### Task instructions
From the listing below, extract every line in which the word "улица" appears.

════════

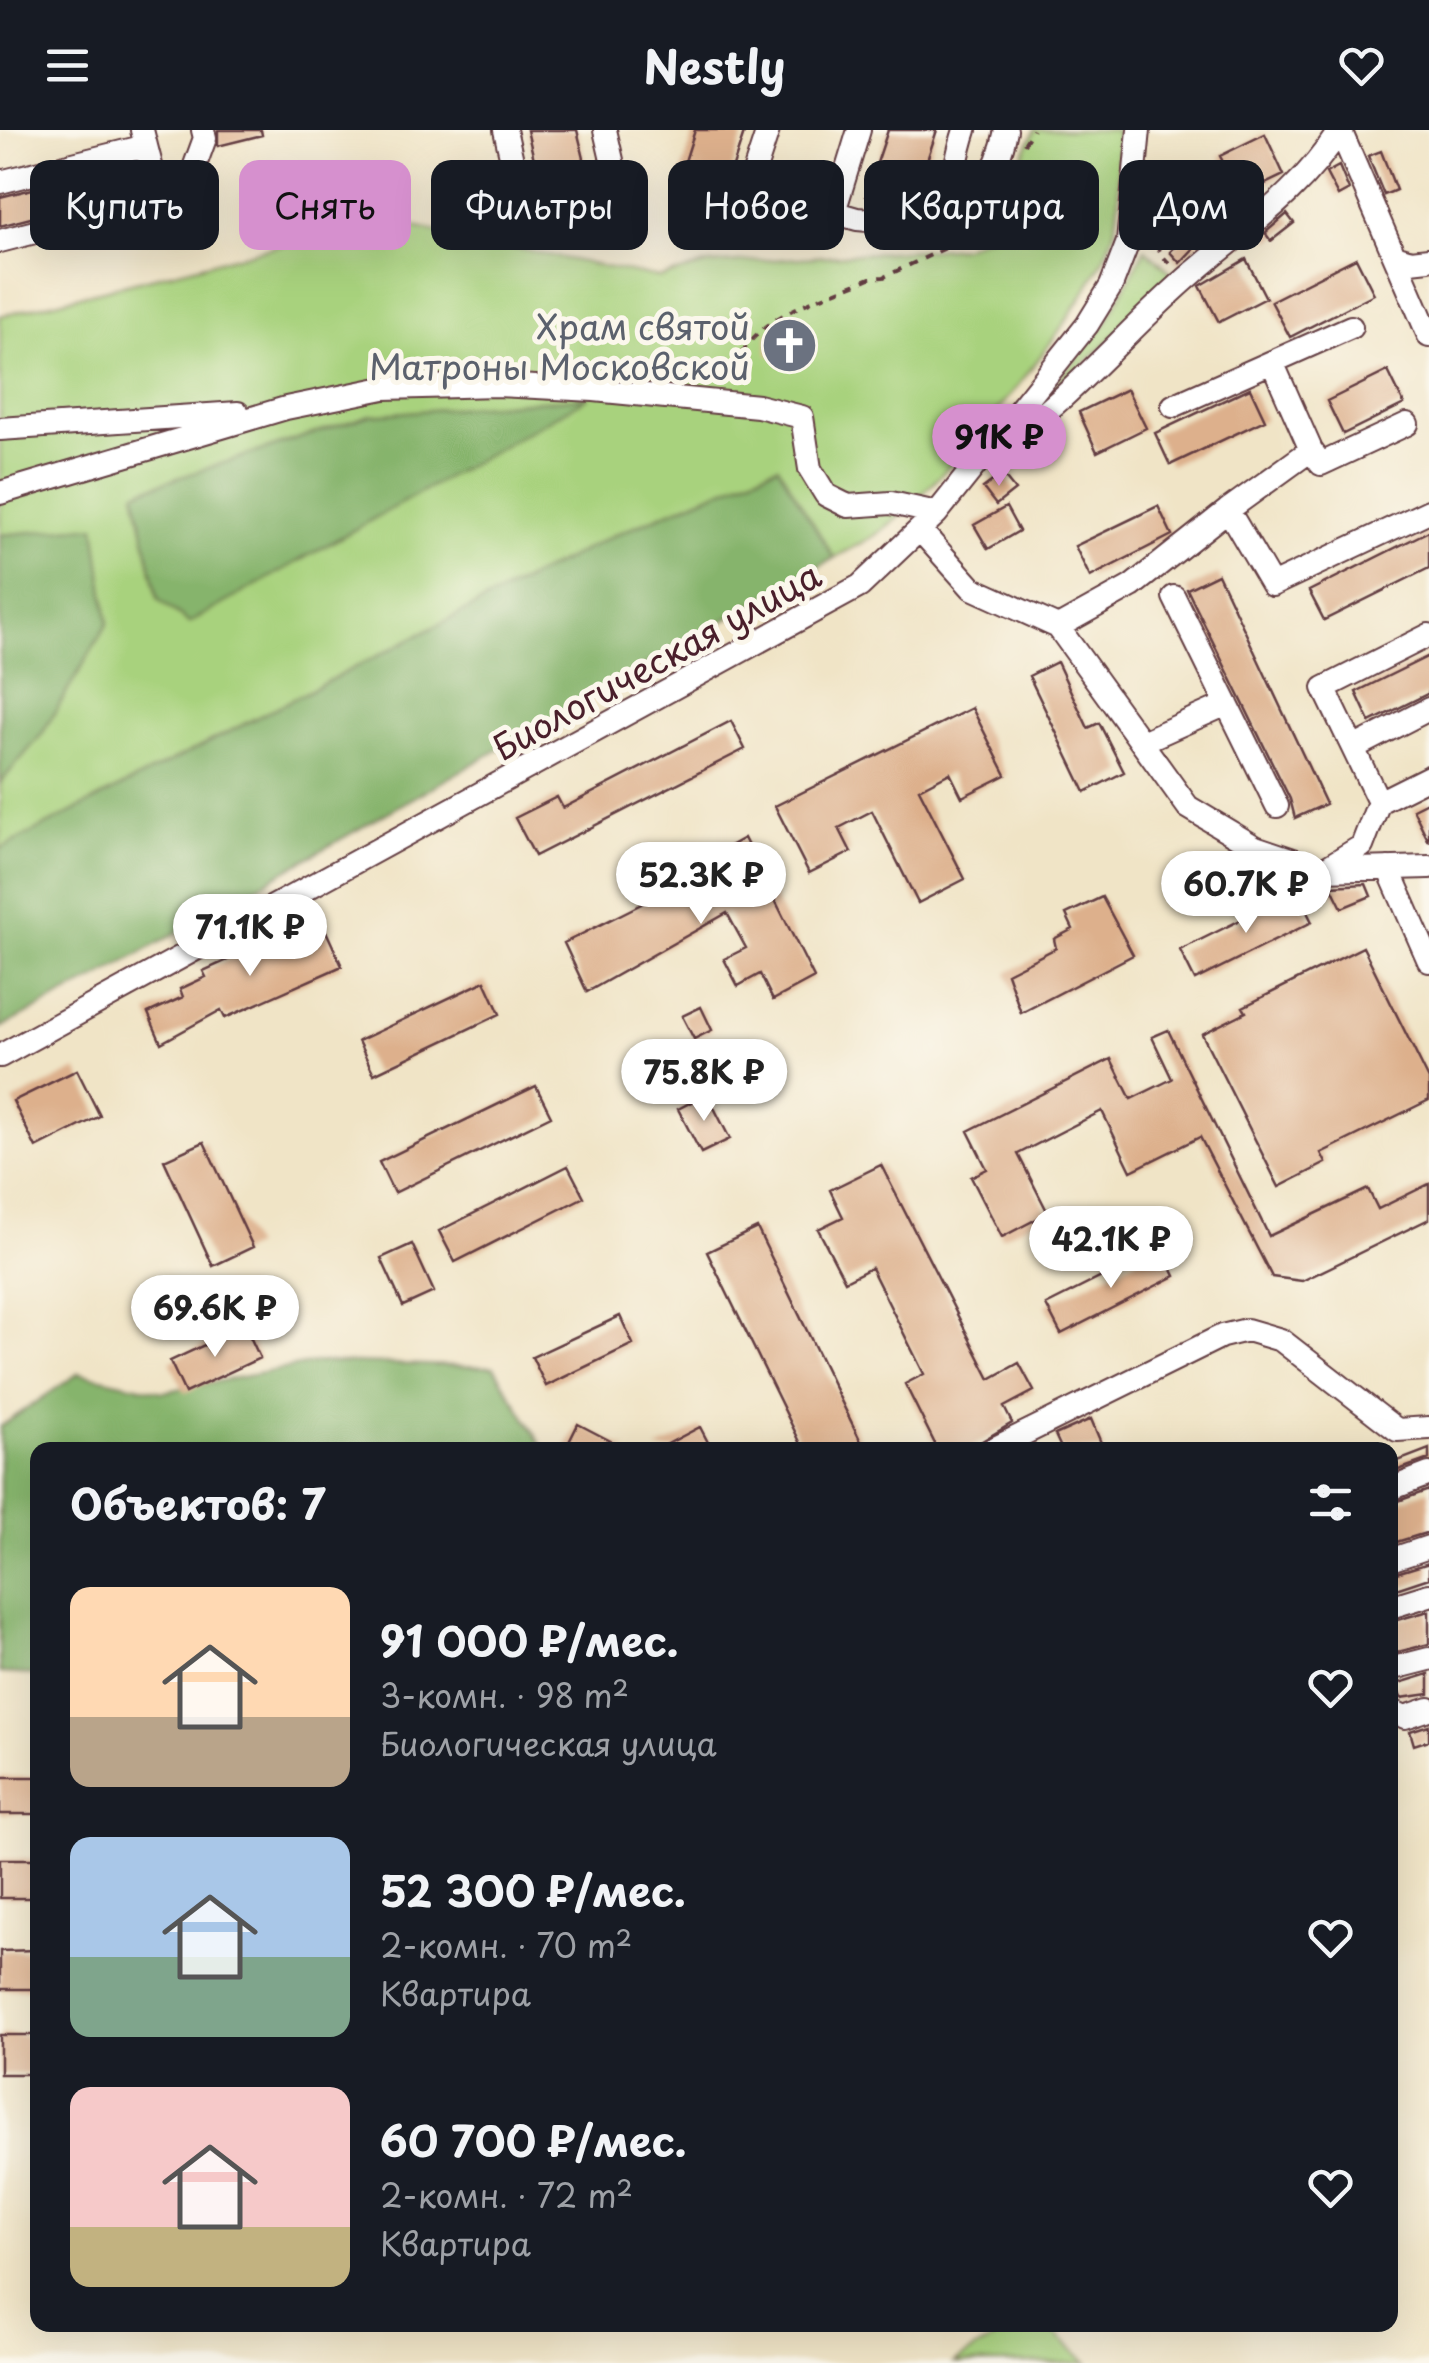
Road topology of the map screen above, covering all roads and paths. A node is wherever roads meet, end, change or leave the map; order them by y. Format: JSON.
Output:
{"nodes":[{"id":1,"x":203,"y":130,"type":"edge"},
{"id":2,"x":505,"y":130,"type":"edge"},
{"id":3,"x":604,"y":130,"type":"edge"},
{"id":4,"x":619,"y":130,"type":"edge"},
{"id":5,"x":768,"y":130,"type":"edge"},
{"id":6,"x":859,"y":130,"type":"edge"},
{"id":7,"x":965,"y":130,"type":"edge"},
{"id":8,"x":1032,"y":130,"type":"edge"},
{"id":9,"x":1139,"y":130,"type":"edge"},
{"id":10,"x":1340,"y":130,"type":"edge"},
{"id":11,"x":144,"y":138,"type":"edge"},
{"id":12,"x":1014,"y":139,"type":"edge"},
{"id":13,"x":197,"y":160,"type":"edge"},
{"id":14,"x":512,"y":160,"type":"edge"},
{"id":15,"x":613,"y":160,"type":"joint"},
{"id":16,"x":758,"y":160,"type":"edge"},
{"id":17,"x":955,"y":160,"type":"edge"},
{"id":18,"x":844,"y":179,"type":"edge"},
{"id":19,"x":0,"y":182,"type":"edge"},
{"id":20,"x":1264,"y":217,"type":"edge"},
{"id":21,"x":30,"y":233,"type":"edge"},
{"id":22,"x":0,"y":241,"type":"edge"},
{"id":23,"x":940,"y":250,"type":"edge"},
{"id":24,"x":1157,"y":250,"type":"edge"},
{"id":25,"x":1223,"y":250,"type":"edge"},
{"id":26,"x":1398,"y":257,"type":"junction"},
{"id":27,"x":1429,"y":259,"type":"edge"},
{"id":28,"x":1192,"y":274,"type":"junction"},
{"id":29,"x":1351,"y":328,"type":"dead end"},
{"id":30,"x":1429,"y":336,"type":"edge"},
{"id":31,"x":1272,"y":362,"type":"junction"},
{"id":32,"x":730,"y":402,"type":"junction"},
{"id":33,"x":1173,"y":406,"type":"dead end"},
{"id":34,"x":286,"y":408,"type":"junction"},
{"id":35,"x":1407,"y":424,"type":"dead end"},
{"id":36,"x":0,"y":429,"type":"edge"},
{"id":37,"x":1311,"y":450,"type":"junction"},
{"id":38,"x":981,"y":459,"type":"junction"},
{"id":39,"x":0,"y":494,"type":"edge"},
{"id":40,"x":1228,"y":510,"type":"junction"},
{"id":41,"x":1429,"y":511,"type":"edge"},
{"id":42,"x":937,"y":513,"type":"junction"},
{"id":43,"x":920,"y":530,"type":"junction"},
{"id":44,"x":1174,"y":597,"type":"dead end"},
{"id":45,"x":1058,"y":626,"type":"junction"},
{"id":46,"x":1429,"y":635,"type":"edge"},
{"id":47,"x":1227,"y":704,"type":"junction"},
{"id":48,"x":1429,"y":710,"type":"edge"},
{"id":49,"x":1142,"y":742,"type":"junction"},
{"id":50,"x":1353,"y":748,"type":"junction"},
{"id":51,"x":1429,"y":777,"type":"edge"},
{"id":52,"x":1379,"y":802,"type":"junction"},
{"id":53,"x":1276,"y":806,"type":"dead end"},
{"id":54,"x":1429,"y":867,"type":"edge"},
{"id":55,"x":1388,"y":868,"type":"junction"},
{"id":56,"x":1323,"y":870,"type":"junction"},
{"id":57,"x":1429,"y":961,"type":"edge"},
{"id":58,"x":0,"y":1056,"type":"edge"},
{"id":59,"x":1429,"y":1428,"type":"edge"},
{"id":60,"x":1007,"y":1442,"type":"edge"},
{"id":61,"x":1429,"y":1474,"type":"edge"},
{"id":62,"x":1398,"y":1486,"type":"edge"},
{"id":63,"x":1429,"y":1547,"type":"edge"},
{"id":64,"x":1398,"y":1557,"type":"edge"},
{"id":65,"x":1429,"y":1595,"type":"edge"},
{"id":66,"x":1398,"y":1605,"type":"edge"},
{"id":67,"x":1429,"y":1659,"type":"edge"},
{"id":68,"x":1398,"y":1666,"type":"edge"},
{"id":69,"x":1429,"y":1709,"type":"edge"},
{"id":70,"x":1398,"y":1714,"type":"edge"}],
"edges":[{"from":1,"to":13,"type":"street"},
{"from":2,"to":14,"type":"street"},
{"from":3,"to":15,"type":"street"},
{"from":4,"to":15,"type":"street"},
{"from":5,"to":16,"type":"street"},
{"from":6,"to":18,"type":"street"},
{"from":7,"to":17,"type":"street"},
{"from":8,"to":12,"type":"path"},
{"from":9,"to":38,"type":"street","name":"Биологическая улица"},
{"from":10,"to":20,"type":"street"},
{"from":10,"to":26,"type":"street"},
{"from":11,"to":19,"type":"street"},
{"from":21,"to":22,"type":"street"},
{"from":23,"to":32,"type":"path"},
{"from":24,"to":28,"type":"path"},
{"from":25,"to":28,"type":"street"},
{"from":26,"to":27,"type":"street"},
{"from":26,"to":30,"type":"street"},
{"from":28,"to":38,"type":"street"},
{"from":29,"to":31,"type":"street"},
{"from":31,"to":33,"type":"street"},
{"from":31,"to":37,"type":"street"},
{"from":32,"to":34,"type":"street"},
{"from":32,"to":42,"type":"street"},
{"from":34,"to":36,"type":"street"},
{"from":34,"to":39,"type":"street"},
{"from":35,"to":37,"type":"street"},
{"from":37,"to":40,"type":"street"},
{"from":38,"to":42,"type":"street","name":"Биологическая улица"},
{"from":40,"to":41,"type":"street"},
{"from":40,"to":45,"type":"street"},
{"from":42,"to":43,"type":"street","name":"Биологическая улица"},
{"from":43,"to":45,"type":"street"},
{"from":43,"to":58,"type":"street","name":"Биологическая улица"},
{"from":44,"to":47,"type":"street"},
{"from":45,"to":49,"type":"street"},
{"from":46,"to":50,"type":"street"},
{"from":47,"to":49,"type":"street"},
{"from":47,"to":53,"type":"street"},
{"from":48,"to":50,"type":"street"},
{"from":49,"to":56,"type":"street"},
{"from":50,"to":52,"type":"street"},
{"from":51,"to":52,"type":"street"},
{"from":52,"to":56,"type":"street"},
{"from":54,"to":55,"type":"street"},
{"from":55,"to":56,"type":"street"},
{"from":55,"to":57,"type":"street"},
{"from":59,"to":60,"type":"street"},
{"from":61,"to":62,"type":"street"},
{"from":63,"to":64,"type":"street"},
{"from":65,"to":66,"type":"street"},
{"from":67,"to":68,"type":"street"},
{"from":69,"to":70,"type":"street"}]}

════════

### Output for this exercise
{"from":9,"to":38,"type":"street","name":"Биологическая улица"},
{"from":38,"to":42,"type":"street","name":"Биологическая улица"},
{"from":42,"to":43,"type":"street","name":"Биологическая улица"},
{"from":43,"to":58,"type":"street","name":"Биологическая улица"},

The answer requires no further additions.